EXERCISE
All lines from the one containing "I need the junctions" to the end of the material are to be given again exactly; leave out every line before it.

[Opening INPUT DATA section]

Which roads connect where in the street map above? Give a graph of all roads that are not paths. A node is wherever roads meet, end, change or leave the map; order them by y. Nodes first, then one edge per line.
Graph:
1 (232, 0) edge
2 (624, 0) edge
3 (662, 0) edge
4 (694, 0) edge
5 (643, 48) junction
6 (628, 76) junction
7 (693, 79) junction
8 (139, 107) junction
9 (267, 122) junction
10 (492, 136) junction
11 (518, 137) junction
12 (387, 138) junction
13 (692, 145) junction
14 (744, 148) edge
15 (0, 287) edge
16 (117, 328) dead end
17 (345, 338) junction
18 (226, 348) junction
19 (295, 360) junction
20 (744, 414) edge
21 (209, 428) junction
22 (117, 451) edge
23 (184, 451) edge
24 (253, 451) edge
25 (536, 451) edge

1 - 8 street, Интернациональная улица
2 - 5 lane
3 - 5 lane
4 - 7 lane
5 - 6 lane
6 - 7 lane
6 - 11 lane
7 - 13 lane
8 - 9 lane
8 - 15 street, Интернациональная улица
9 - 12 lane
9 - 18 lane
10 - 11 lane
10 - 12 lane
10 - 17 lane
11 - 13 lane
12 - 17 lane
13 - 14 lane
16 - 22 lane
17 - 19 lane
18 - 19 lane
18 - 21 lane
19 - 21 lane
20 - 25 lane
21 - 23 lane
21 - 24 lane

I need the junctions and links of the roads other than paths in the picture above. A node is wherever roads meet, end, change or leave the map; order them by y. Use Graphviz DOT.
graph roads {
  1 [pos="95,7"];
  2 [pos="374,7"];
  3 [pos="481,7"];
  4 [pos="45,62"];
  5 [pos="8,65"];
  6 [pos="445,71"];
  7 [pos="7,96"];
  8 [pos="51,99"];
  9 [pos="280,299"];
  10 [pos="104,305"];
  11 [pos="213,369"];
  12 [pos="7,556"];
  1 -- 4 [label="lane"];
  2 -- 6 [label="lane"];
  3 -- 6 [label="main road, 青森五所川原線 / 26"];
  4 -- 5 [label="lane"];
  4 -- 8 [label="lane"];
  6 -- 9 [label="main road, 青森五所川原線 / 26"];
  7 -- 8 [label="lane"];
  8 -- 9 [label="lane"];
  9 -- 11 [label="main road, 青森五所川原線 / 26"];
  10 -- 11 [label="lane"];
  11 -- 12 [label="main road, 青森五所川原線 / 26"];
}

[Closing INPUT DATA section]

ANSWER BELOW
I need the junctions and links of the roads other than paths in the picture above. A node is wherever roads meet, end, change or leave the map; order them by y. Use Graphviz DOT.
graph roads {
  1 [pos="95,7"];
  2 [pos="374,7"];
  3 [pos="481,7"];
  4 [pos="45,62"];
  5 [pos="8,65"];
  6 [pos="445,71"];
  7 [pos="7,96"];
  8 [pos="51,99"];
  9 [pos="280,299"];
  10 [pos="104,305"];
  11 [pos="213,369"];
  12 [pos="7,556"];
  1 -- 4 [label="lane"];
  2 -- 6 [label="lane"];
  3 -- 6 [label="main road, 青森五所川原線 / 26"];
  4 -- 5 [label="lane"];
  4 -- 8 [label="lane"];
  6 -- 9 [label="main road, 青森五所川原線 / 26"];
  7 -- 8 [label="lane"];
  8 -- 9 [label="lane"];
  9 -- 11 [label="main road, 青森五所川原線 / 26"];
  10 -- 11 [label="lane"];
  11 -- 12 [label="main road, 青森五所川原線 / 26"];
}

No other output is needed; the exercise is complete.